Chongqing Hot Pot

Yield: 6 servings


  • 250 gm  (8 oz) boneless skinless chicken breast thinly sliced
  • 250 gm  (8 oz) beef tenderloin sliced very thin
  • 250 gm  (8 oz)  shrimp peeled, deveined
  • 30 gm (1 oz) assorted dried mushrooms soaked in hot water for 25 minutes
  • ¼ small napa cabbage head thinly sliced
  • 40 gm (1 ½ oz) bean thread noodles soaked in cold water to cover for 10 minutes, drained and cut into 4" lengths
  •  1 cup bean sprouts
  •  Chili oil (optional)
  •  Freshly-ground Sichuan pepper (optional)

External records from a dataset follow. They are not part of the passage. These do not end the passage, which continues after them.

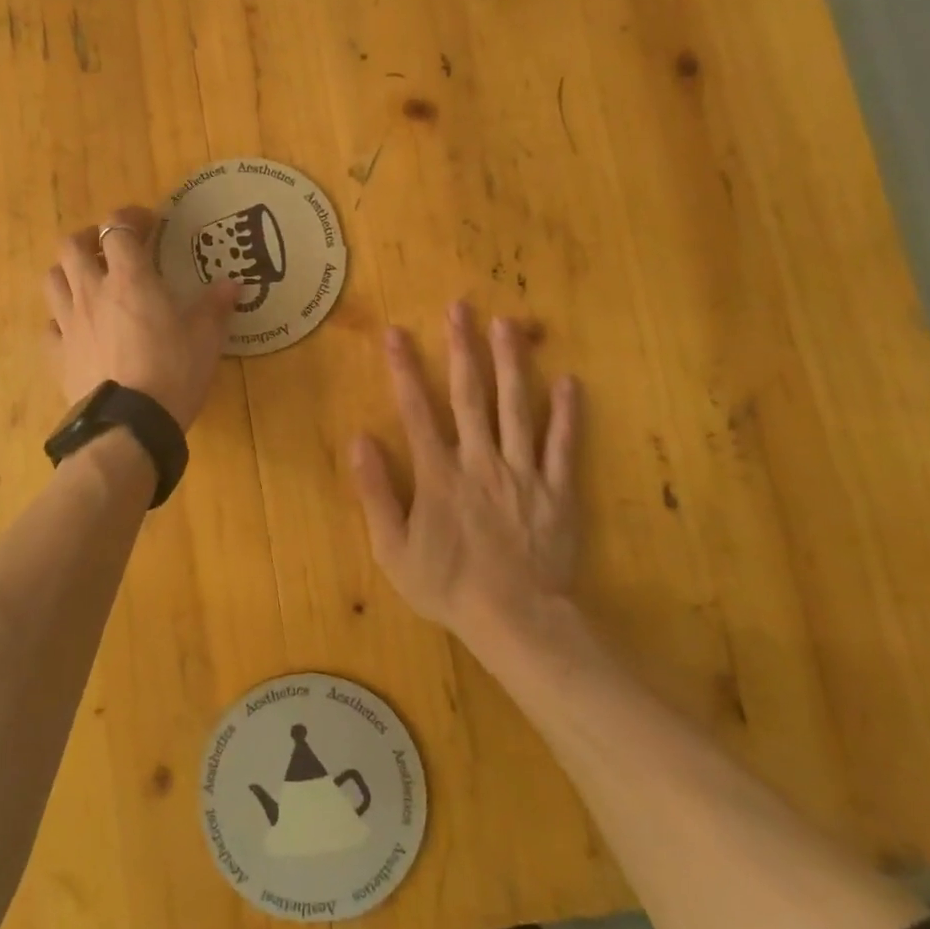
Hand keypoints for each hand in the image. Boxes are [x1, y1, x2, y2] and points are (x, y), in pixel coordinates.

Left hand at [43, 206, 242, 428]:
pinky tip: (76, 330)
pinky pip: (49, 327)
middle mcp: (92, 293)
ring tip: (88, 282)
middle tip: (109, 248)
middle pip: (71, 245)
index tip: (148, 223)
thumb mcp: (206, 339)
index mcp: (130, 280)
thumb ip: (216, 307)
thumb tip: (233, 284)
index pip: (117, 228)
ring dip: (68, 272)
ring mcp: (68, 324)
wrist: (129, 426)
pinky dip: (60, 320)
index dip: (130, 218)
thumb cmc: (173, 373)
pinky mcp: (57, 356)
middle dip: (89, 238)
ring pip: (52, 279)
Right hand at [350, 302, 582, 645]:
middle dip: (462, 348)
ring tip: (508, 324)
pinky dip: (568, 414)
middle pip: (469, 395)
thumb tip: (359, 439)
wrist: (515, 622)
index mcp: (438, 474)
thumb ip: (375, 492)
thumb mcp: (393, 549)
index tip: (396, 333)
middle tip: (461, 307)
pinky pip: (564, 446)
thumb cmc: (448, 586)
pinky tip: (570, 381)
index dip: (404, 370)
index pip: (416, 411)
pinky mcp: (558, 490)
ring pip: (517, 408)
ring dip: (511, 363)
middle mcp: (480, 461)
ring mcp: (523, 472)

  • 2 litres (2 qrts) water
  • 30 ml (2 tbsp) rice wine
  • 45 ml (3 tbsp) black bean-garlic sauce
  • 30 ml ( 2 tbsp) light soy sauce
  • 2 teaspoons salt
  • Hot bean sauce to taste (optional)


  1. Arrange the chicken, beef and shrimp on a serving platter. Drain the mushrooms and remove and discard the stems. Squeeze out the excess water and arrange on a platter with the cabbage, noodles and bean sprouts. Place the chili oil and Sichuan pepper in small dipping bowls.
  2. To prepare the hot pot, in a large fondue pot over high heat, bring the water to a boil. Reduce the heat to medium-high and add the rice wine, black bean-garlic sauce, soy sauce, salt and hot bean sauce. Simmer for 4 to 5 minutes, skimming off any froth that accumulates on the surface.
  3. Using pot holders, carefully place the fondue pot with the hot broth on the stand and keep warm according to the manufacturer's instructions.
  4. Instruct guests to skewer their own selection of meats and shrimp, 1 or 2 pieces at a time, onto fondue forks, then cook in the hot stock. Guests may want to dip the cooked food in the chili oil or Sichuan pepper before eating. (Be sure to remove the food from the hot fork before eating.) When all the meat and shrimp have been cooked and eaten, add the mushrooms, cabbage, noodles and bean sprouts to the stock and heat through. Ladle into bowls and eat as a soup.